An enhanced operation model for energy storage system of a typical combined cool, heat and power based on demand response program: The application of mixed integer linear programming

Abstract

A model for operating an energy hub-based multiple energy generation micro-grid is optimized using the demand response program. The optimized objective model is validated against energy demand of a residential building in Tehran, Iran. The mathematical model and optimal analysis of the proposed tri-generation micro-grid are implemented by using a real-world modelling and considering the constraints of the storage system, demand response program and the performance of the devices and the power and gas grids. The dynamic optimal operation model is prepared on the basis of the mixed integer linear programming on the subsequent day and is solved to minimize the costs of energy supply. To demonstrate the improvements, different scenarios are developed so that the renewable energy resources and storages are fed into the combined cool, heat and power system gradually. The results reveal that the inclusion of each element results in a significant improvement in the operational parameters of the micro energy grid. Scenario 1 includes a combined cool, heat and power system alone, Scenario 2 is supplemented with renewable wind and solar energy resources in addition to combined cool, heat and power system and Scenario 3 includes electrical, heat and cold storages in addition to combined cool, heat and power system and renewable energy sources. Scenario 4 is similar to Scenario 3 in terms of equipment, but the only difference lies in the use of the demand response program in the former.
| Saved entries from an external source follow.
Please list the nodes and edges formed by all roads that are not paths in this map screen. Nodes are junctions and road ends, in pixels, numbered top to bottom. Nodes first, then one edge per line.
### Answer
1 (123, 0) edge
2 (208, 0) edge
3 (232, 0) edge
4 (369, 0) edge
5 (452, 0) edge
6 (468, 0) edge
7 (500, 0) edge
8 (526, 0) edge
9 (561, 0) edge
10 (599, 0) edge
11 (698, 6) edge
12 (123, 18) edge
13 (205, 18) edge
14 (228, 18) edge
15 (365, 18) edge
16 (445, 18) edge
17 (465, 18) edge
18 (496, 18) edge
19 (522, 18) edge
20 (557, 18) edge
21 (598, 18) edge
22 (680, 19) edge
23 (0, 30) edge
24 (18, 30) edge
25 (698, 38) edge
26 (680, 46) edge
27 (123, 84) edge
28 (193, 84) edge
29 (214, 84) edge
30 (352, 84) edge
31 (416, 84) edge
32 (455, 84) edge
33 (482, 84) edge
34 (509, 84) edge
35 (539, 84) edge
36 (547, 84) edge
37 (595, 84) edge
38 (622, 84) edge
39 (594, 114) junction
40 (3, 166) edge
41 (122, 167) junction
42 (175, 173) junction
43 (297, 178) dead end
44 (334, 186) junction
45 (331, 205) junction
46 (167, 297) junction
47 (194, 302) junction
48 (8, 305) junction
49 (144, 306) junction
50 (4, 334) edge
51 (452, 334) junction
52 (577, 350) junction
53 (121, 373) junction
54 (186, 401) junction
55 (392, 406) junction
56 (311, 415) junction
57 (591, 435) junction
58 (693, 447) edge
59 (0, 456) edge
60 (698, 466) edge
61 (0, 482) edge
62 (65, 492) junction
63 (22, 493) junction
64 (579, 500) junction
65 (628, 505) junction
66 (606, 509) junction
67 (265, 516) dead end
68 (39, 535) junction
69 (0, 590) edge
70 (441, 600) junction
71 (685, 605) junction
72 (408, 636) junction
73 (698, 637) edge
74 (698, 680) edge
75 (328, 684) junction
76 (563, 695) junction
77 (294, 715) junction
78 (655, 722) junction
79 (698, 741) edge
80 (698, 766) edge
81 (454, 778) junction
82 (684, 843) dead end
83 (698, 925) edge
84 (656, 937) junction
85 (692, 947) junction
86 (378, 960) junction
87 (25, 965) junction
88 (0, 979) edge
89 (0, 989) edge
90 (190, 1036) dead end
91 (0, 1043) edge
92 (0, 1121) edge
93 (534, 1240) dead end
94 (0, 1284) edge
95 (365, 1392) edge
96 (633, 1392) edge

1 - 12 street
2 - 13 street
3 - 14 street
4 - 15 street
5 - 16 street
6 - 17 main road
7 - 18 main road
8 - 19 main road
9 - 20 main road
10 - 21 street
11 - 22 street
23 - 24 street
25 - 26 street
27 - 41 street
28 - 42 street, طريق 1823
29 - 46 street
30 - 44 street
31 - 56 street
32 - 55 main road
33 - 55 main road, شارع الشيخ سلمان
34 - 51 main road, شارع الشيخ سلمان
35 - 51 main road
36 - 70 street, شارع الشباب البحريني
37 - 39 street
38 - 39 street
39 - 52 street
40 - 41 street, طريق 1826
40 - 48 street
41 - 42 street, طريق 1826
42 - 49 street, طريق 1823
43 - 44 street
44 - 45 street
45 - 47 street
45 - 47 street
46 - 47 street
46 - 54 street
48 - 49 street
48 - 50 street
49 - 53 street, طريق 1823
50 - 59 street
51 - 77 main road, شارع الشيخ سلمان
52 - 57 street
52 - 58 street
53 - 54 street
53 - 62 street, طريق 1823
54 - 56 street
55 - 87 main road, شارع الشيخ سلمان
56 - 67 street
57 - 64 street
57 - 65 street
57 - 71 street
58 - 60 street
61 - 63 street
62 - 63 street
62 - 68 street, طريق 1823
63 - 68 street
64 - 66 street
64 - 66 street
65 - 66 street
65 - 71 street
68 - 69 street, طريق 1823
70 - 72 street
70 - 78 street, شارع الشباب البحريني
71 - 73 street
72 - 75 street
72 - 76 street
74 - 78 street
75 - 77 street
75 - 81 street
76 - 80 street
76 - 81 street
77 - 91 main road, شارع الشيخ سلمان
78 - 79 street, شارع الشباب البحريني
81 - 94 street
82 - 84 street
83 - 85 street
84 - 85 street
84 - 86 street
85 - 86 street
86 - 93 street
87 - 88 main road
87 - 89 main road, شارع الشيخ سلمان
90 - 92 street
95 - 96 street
Total operational cost is 12.7% lower in Scenario 2 than in Scenario 1, 9.2% lower in Scenario 3 than in Scenario 2 and 8.6% lower in Scenario 4 than in Scenario 3. Practical application: An optimized operation method is prepared for combined cool, heat and power systems running in different operation modes in which renewable energy sources and storages are added to the combined cool, heat and power and the demand response program is applied. The results reveal that the cost of energy supply, including the cost of electricity, gas and pollutant emissions, is reduced and the qualitative parameters of the operation, including efficiency and reliability of building micro-grid, are increased. The proposed algorithm and the evaluation method will enable building operators to plan demand response activity on the residential building in Tehran, while this can be extended to other buildings too.